● **WORK TO COMPLETE**
Search the material below for the word "nodes". Copy every line where it is found.

Segment Start: SOURCE DATA

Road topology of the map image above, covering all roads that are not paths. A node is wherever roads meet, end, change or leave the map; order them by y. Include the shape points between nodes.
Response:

Segment End: SOURCE DATA
Segment Start: SOURCE DATA

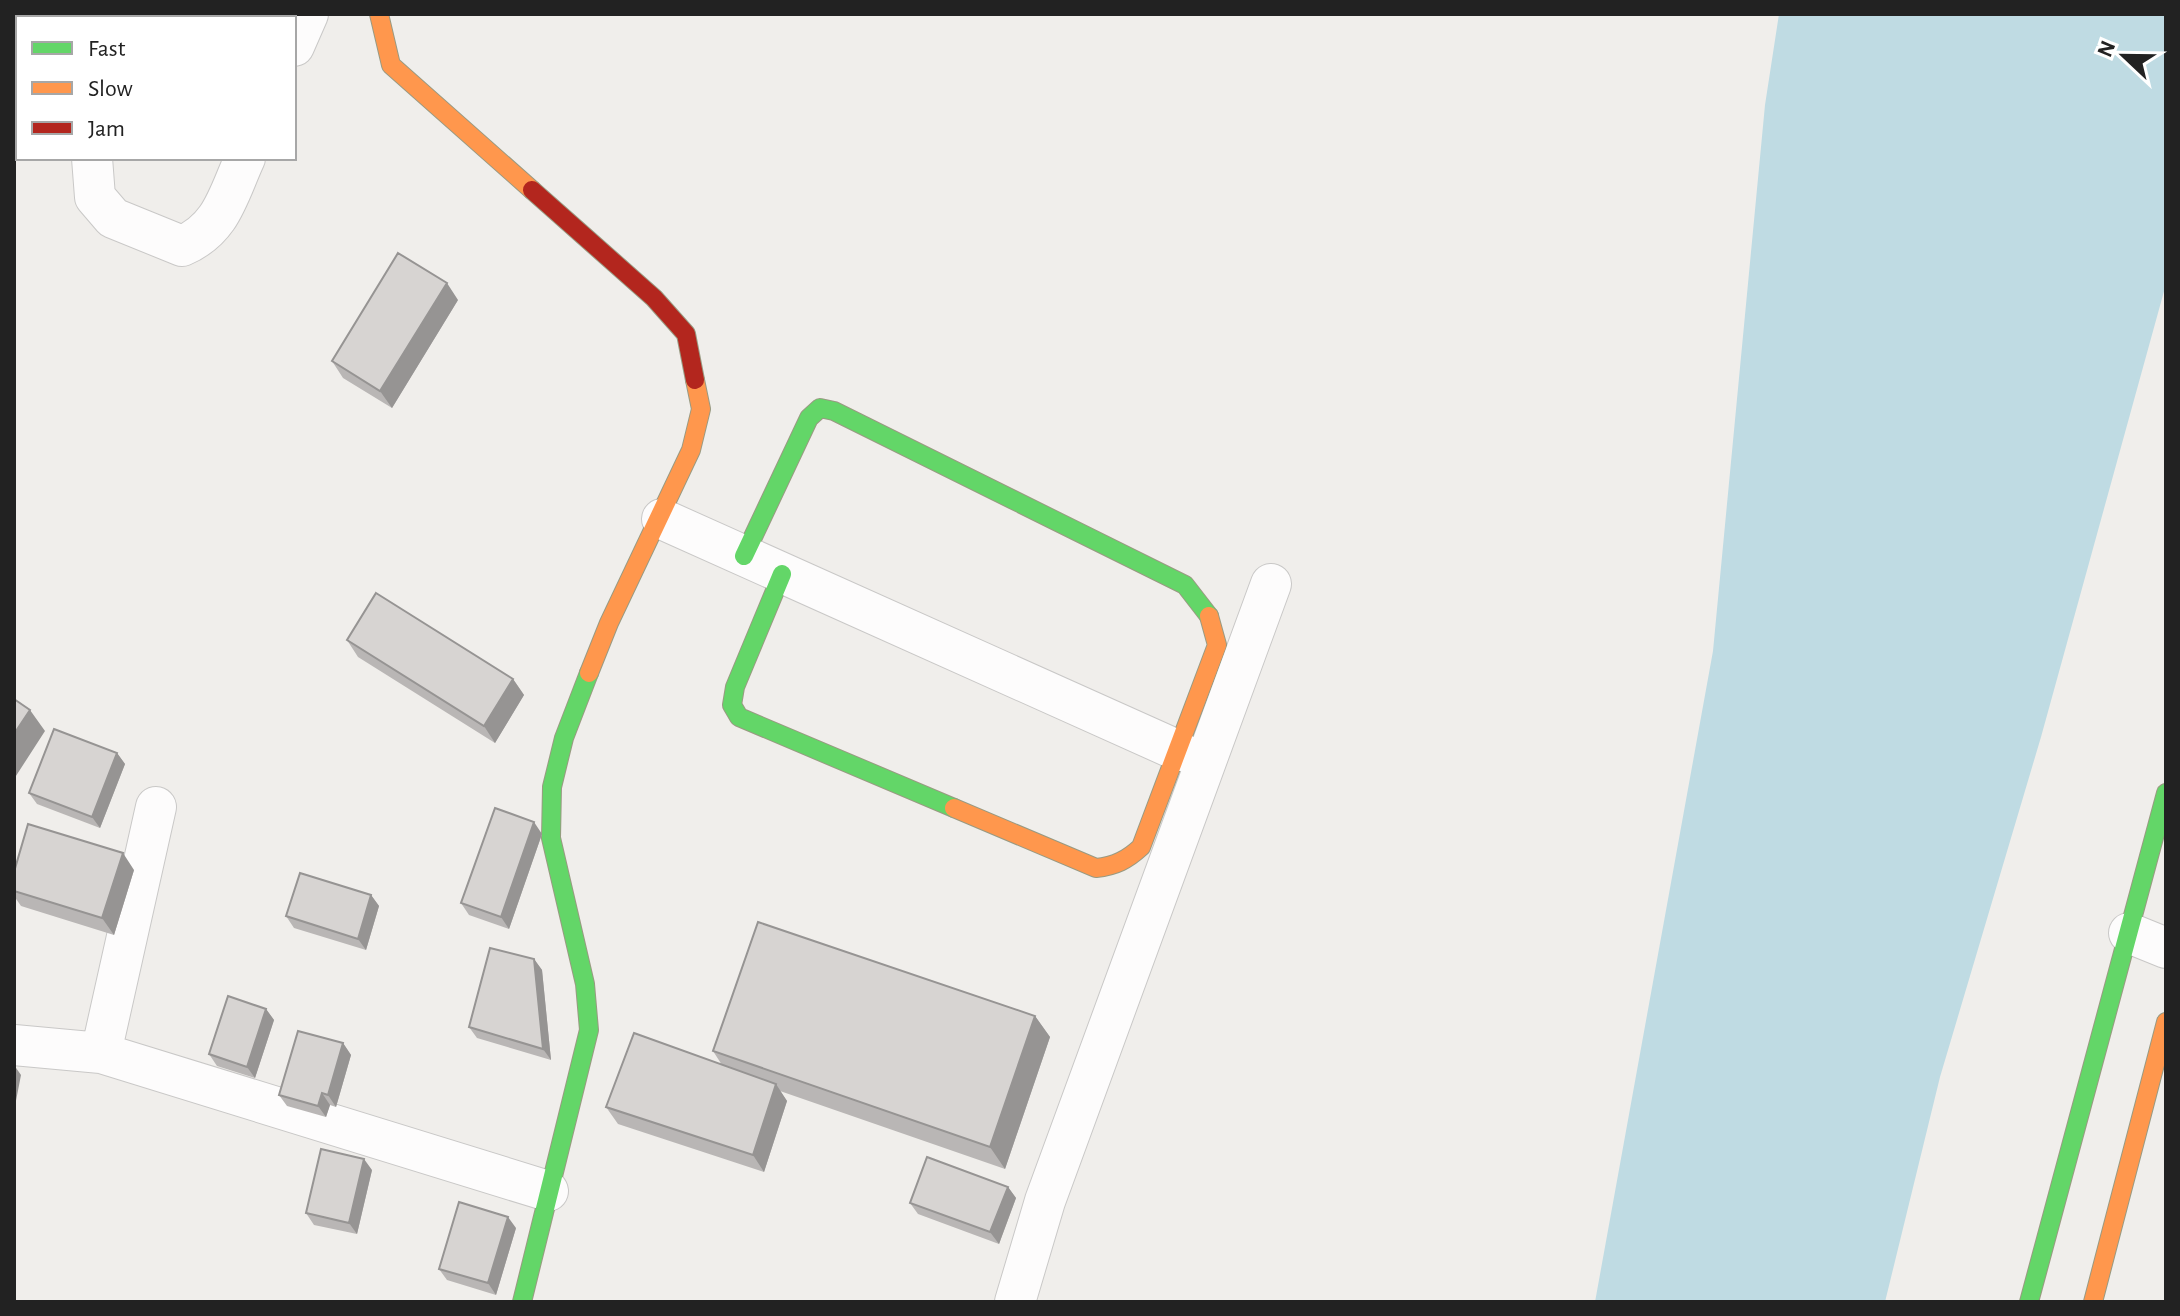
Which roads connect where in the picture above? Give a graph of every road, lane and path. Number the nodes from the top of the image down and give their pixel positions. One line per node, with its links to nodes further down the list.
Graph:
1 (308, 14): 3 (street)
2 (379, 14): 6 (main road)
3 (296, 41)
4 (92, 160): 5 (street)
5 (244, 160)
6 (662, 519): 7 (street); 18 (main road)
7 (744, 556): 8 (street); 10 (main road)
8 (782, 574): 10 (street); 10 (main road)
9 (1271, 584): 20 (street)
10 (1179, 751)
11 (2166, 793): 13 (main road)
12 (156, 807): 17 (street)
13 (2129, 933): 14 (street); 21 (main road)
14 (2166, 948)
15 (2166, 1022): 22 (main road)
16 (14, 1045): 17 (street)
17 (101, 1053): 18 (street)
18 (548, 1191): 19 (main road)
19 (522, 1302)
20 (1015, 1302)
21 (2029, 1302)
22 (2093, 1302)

Segment End: SOURCE DATA

● **TASK RESPONSE**
Road topology of the map image above, covering all roads that are not paths. A node is wherever roads meet, end, change or leave the map; order them by y. Include the shape points between nodes.
Which roads connect where in the picture above? Give a graph of every road, lane and path. Number the nodes from the top of the image down and give their pixel positions. One line per node, with its links to nodes further down the list.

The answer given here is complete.